RADIO PRODUCER AND WRITER
Joseph Frank, author of the five volume biography on Dostoevsky died last Wednesday.
He created the condensed version of the five volume biography, Dostoevsky: A Writer in his Time, when he was over 90 years old.
“It’s now regarded as the best biography of Dostoevsky in any language, including Russian, which is really saying something,” Gary Saul Morson, a Dostoevsky scholar and professor of Slavic languages and literature at Northwestern University, said in a telephone interview, referring to the five-volume work. “That’s more or less universal. And this is my opinion, I don’t know if others will agree, but it’s the best biography of any writer I’ve ever read.”
I was always fascinated by the details of Dostoevsky’s life: the time in prison, the fake firing squad, running from debtors, the transition to fervent religiosity.
I have read less than a hundred pages of the book, but I was amazed at Frank’s ability to mine Dostoevsky’s psyche, and to write with such empathy. The young student who acts “courageously” for his ideals; the conflicting shame and desire he feels towards writing; his anger and admiration of his father. None of this feels melodramatic or distant, his worries and fears become our own. I am very eager to read more.
I suppose because of the stoic image of Dostoevsky on the cover, I imagined Frank in a similar pose; a monastic wise old man whose life revolved around the halls of the university. But that was not the case at all:
Remarkably, Mr. Frank never earned a bachelor’s degree, and his path to the heights of literary scholarship was singular. He attended classes at New York University, but when his mother and stepfather died within a year of each other, without money, he moved to Madison, Wis., where, he had learned, a dean at the University of Wisconsin was sympathetic to Jewish scholars seeking admission, and where he could earn state residency in a year.

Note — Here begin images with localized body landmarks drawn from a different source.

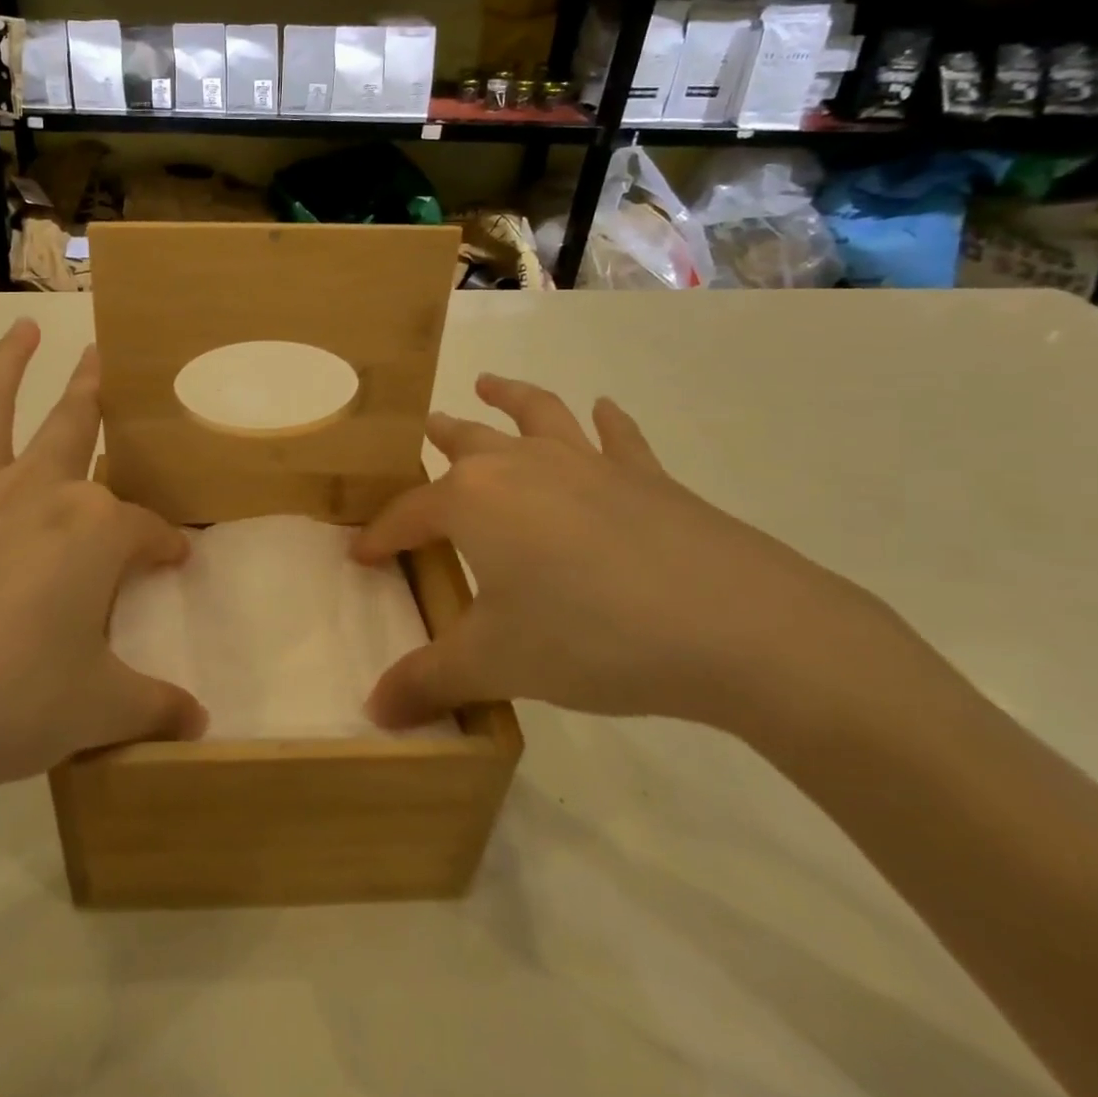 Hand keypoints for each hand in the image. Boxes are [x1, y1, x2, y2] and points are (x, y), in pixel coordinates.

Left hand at [0, 320, 205, 868]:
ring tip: (21, 327)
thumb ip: (153, 710)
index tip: (176, 558)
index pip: (146, 530)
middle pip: (74, 429)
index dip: (166, 545)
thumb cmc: (6, 702)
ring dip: (5, 365)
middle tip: (102, 355)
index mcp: (92, 532)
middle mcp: (34, 495)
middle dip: (95, 391)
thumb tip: (199, 726)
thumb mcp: (96, 712)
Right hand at [354, 374, 910, 737]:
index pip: (409, 514)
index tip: (361, 554)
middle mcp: (521, 466)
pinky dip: (606, 421)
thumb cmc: (589, 636)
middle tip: (421, 430)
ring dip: (508, 396)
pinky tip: (603, 409)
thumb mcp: (496, 663)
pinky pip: (617, 438)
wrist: (736, 626)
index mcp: (473, 500)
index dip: (381, 535)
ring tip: (488, 383)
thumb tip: (375, 713)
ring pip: (535, 414)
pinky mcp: (646, 476)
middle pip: (466, 442)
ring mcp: (587, 463)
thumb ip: (428, 681)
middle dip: (438, 438) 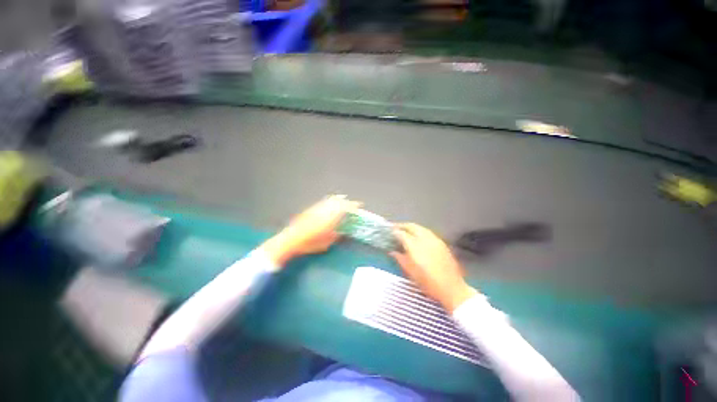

It was in Madison that he began to control his stammer, his family said, and though he later made a career as a lecturer, he never conquered it entirely. He studied briefly at the university but left in 1942 for an editorial job in Washington at the Bureau of National Affairs, a publisher of informational journals on legislation, policy and like subjects.
Throughout the 1940s, he published essays and criticism in literary journals, and one, “Spatial Form in Modern Literature” — a discussion of experimental treatments of space and time by Eliot, Joyce, Proust, Pound and others — published in The Sewanee Review in 1945, propelled him to prominence as a theoretician.
He was a writer, not an academic, and not even a native Russian speaker. He was a self educated man, and his tremendous contribution is an important reminder of the possibilities of studying literature and history in a time when these subjects are framed as foolish intellectual pursuits.